> [Task objective] Reproduce verbatim the line in which "I need the junctions" occurs, together with each line that follows it to the end of the listing, and nothing more.

> [Provided material]

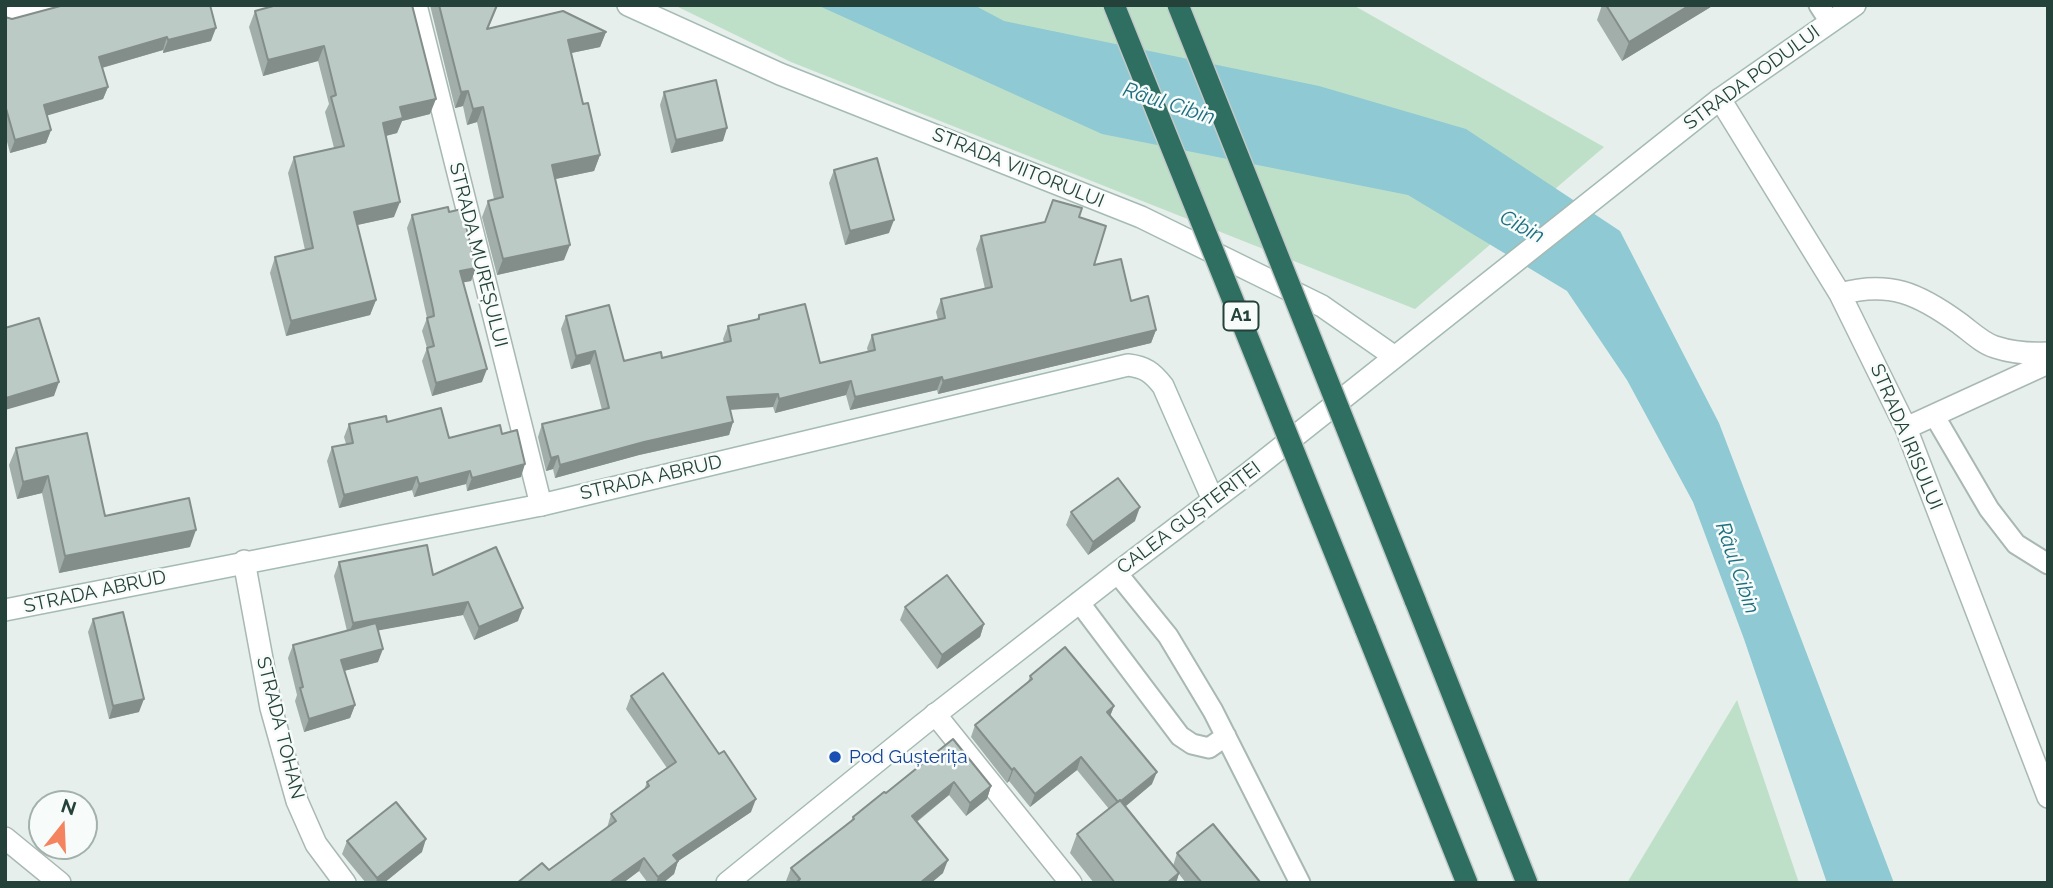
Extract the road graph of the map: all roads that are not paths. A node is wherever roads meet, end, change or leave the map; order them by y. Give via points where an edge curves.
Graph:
1 (58, 5) edge
2 (416, 5) edge
3 (628, 5) edge
4 (1114, 5) edge
5 (1178, 5) edge
6 (1855, 5) edge
7 (1825, 14) edge
8 (5, 19) edge
9 (1720, 99) junction
10 (1651, 154) joint
11 (1840, 294) junction
12 (2048, 353) edge
13 (1395, 357) junction
14 (2048, 363) edge
15 (1934, 415) junction
16 (1906, 428) junction
17 (1213, 500) junction
18 (541, 505) junction
19 (244, 561) junction
20 (2048, 564) edge
21 (1116, 573) junction
22 (1079, 602) junction
23 (5, 610) edge
24 (935, 715) junction
25 (1226, 736) junction
26 (2048, 797) edge
27 (5, 838) edge
28 (60, 883) edge
29 (345, 883) edge
30 (727, 883) edge
31 (1071, 883) edge
32 (1300, 883) edge
33 (1467, 883) edge
34 (1527, 883) edge

1 - 8 street
2 - 18 street, STRADA MUREȘULUI
3 - 13 street, STRADA VIITORULUI via 780,74 1141,217 1322,306
4 - 33 highway, A1, bridge
5 - 34 highway, bridge
6 - 7 street, STRADA PODULUI
7 - 9 street, STRADA PODULUI
9 - 10 street, STRADA PODULUI
9 - 11 street, STRADA IRISULUI
10 - 13 street, CALEA GUȘTERIȚEI
11 - 12 street via 1864,287 1908,292 1993,347
11 - 16 street, STRADA IRISULUI
13 - 17 street, CALEA GUȘTERIȚEI
14 - 15 street
15 - 16 street
15 - 20 lane via 1989,509 2016,544
16 - 26 street, STRADA IRISULUI
17 - 18 street, STRADA ABRUD via 1163,386 1153,373 1128,365
17 - 21 street, CALEA GUȘTERIȚEI
18 - 19 street, STRADA ABRUD
19 - 23 street, STRADA ABRUD
19 - 29 street, STRADA TOHAN via 271,708 296,801 316,844
21 - 22 street, CALEA GUȘTERIȚEI
21 - 25 lane via 1168,636
22 - 24 street, CALEA GUȘTERIȚEI
22 - 25 lane via 1180,736 1209,748
24 - 30 street, CALEA GUȘTERIȚEI
24 - 31 street
25 - 32 lane
27 - 28 street

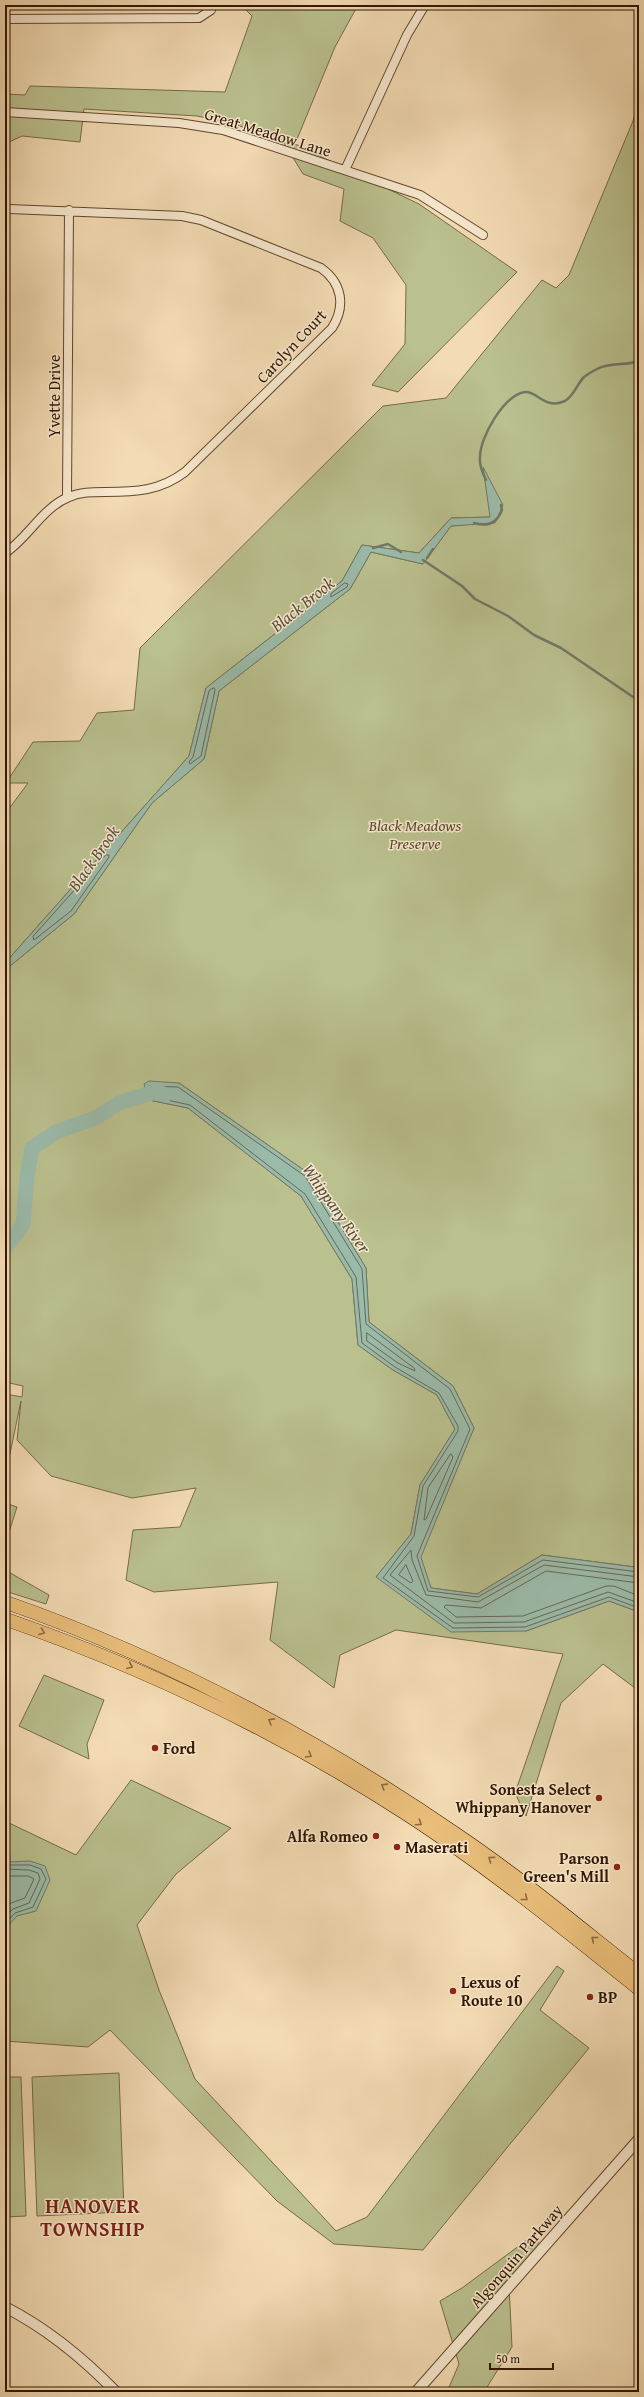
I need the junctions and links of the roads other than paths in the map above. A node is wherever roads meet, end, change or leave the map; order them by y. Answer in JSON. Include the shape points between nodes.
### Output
{"nodes":[{"id":1,"x":425,"y":5,"type":"edge"},
{"id":2,"x":211,"y":10,"type":"dead end"},
{"id":3,"x":5,"y":19,"type":"edge"},
{"id":4,"x":5,"y":112,"type":"edge"},
{"id":5,"x":345,"y":170,"type":"junction"},
{"id":6,"x":9,"y":209,"type":"dead end"},
{"id":7,"x":69,"y":210,"type":"junction"},
{"id":8,"x":483,"y":235,"type":"dead end"},
{"id":9,"x":67,"y":497,"type":"junction"},
{"id":10,"x":5,"y":553,"type":"edge"},
{"id":11,"x":5,"y":1602,"type":"edge"},
{"id":12,"x":5,"y":1619,"type":"edge"},
{"id":13,"x":639,"y":1974,"type":"edge"},
{"id":14,"x":639,"y":1988,"type":"edge"},
{"id":15,"x":639,"y":2139,"type":"edge"},
{"id":16,"x":5,"y":2307,"type":"edge"},
{"id":17,"x":116,"y":2392,"type":"edge"},
{"id":18,"x":416,"y":2392,"type":"edge"}],
"edges":[{"from":1,"to":5,"type":"street","via":[[408,35]]},
{"from":2,"to":3,"type":"street","via":[[199,18]]},
{"from":4,"to":5,"type":"street","name":"Great Meadow Lane","via":[[202,125]]},
{"from":5,"to":8,"type":"street","name":"Great Meadow Lane","via":[[420,195]]},
{"from":6,"to":7,"type":"street","name":"Carolyn Court"},
{"from":7,"to":9,"type":"street","name":"Yvette Drive"},
{"from":7,"to":9,"type":"street","name":"Carolyn Court","via":[[170,215],[201,220],[321,268],[334,279],[341,303],[332,328],[174,480],[150,490],[86,492]]},
{"from":9,"to":10,"type":"street","via":[[54,506]]},
{"from":13,"to":11,"type":"main road","one_way":true,"via":[[458,1834],[360,1771],[174,1670],[101,1638]]},
{"from":12,"to":14,"type":"main road","one_way":true,"via":[[152,1676],[238,1717],[318,1760],[405,1813],[492,1873]]},
{"from":15,"to":18,"type":"street","name":"Algonquin Parkway"},
{"from":16,"to":17,"type":"street","via":[[65,2344]]}]}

> [Finished exercise]
I need the junctions and links of the roads other than paths in the map above. A node is wherever roads meet, end, change or leave the map; order them by y. Answer in JSON. Include the shape points between nodes.
### Output
{"nodes":[{"id":1,"x":425,"y":5,"type":"edge"},
{"id":2,"x":211,"y":10,"type":"dead end"},
{"id":3,"x":5,"y":19,"type":"edge"},
{"id":4,"x":5,"y":112,"type":"edge"},
{"id":5,"x":345,"y":170,"type":"junction"},
{"id":6,"x":9,"y":209,"type":"dead end"},
{"id":7,"x":69,"y":210,"type":"junction"},
{"id":8,"x":483,"y":235,"type":"dead end"},
{"id":9,"x":67,"y":497,"type":"junction"},
{"id":10,"x":5,"y":553,"type":"edge"},
{"id":11,"x":5,"y":1602,"type":"edge"},
{"id":12,"x":5,"y":1619,"type":"edge"},
{"id":13,"x":639,"y":1974,"type":"edge"},
{"id":14,"x":639,"y":1988,"type":"edge"},
{"id":15,"x":639,"y":2139,"type":"edge"},
{"id":16,"x":5,"y":2307,"type":"edge"},
{"id":17,"x":116,"y":2392,"type":"edge"},
{"id":18,"x":416,"y":2392,"type":"edge"}],
"edges":[{"from":1,"to":5,"type":"street","via":[[408,35]]},
{"from":2,"to":3,"type":"street","via":[[199,18]]},
{"from":4,"to":5,"type":"street","name":"Great Meadow Lane","via":[[202,125]]},
{"from":5,"to":8,"type":"street","name":"Great Meadow Lane","via":[[420,195]]},
{"from":6,"to":7,"type":"street","name":"Carolyn Court"},
{"from":7,"to":9,"type":"street","name":"Yvette Drive"},
{"from":7,"to":9,"type":"street","name":"Carolyn Court","via":[[170,215],[201,220],[321,268],[334,279],[341,303],[332,328],[174,480],[150,490],[86,492]]},
{"from":9,"to":10,"type":"street","via":[[54,506]]},
{"from":13,"to":11,"type":"main road","one_way":true,"via":[[458,1834],[360,1771],[174,1670],[101,1638]]},
{"from":12,"to":14,"type":"main road","one_way":true,"via":[[152,1676],[238,1717],[318,1760],[405,1813],[492,1873]]},
{"from":15,"to":18,"type":"street","name":"Algonquin Parkway"},
{"from":16,"to":17,"type":"street","via":[[65,2344]]}]}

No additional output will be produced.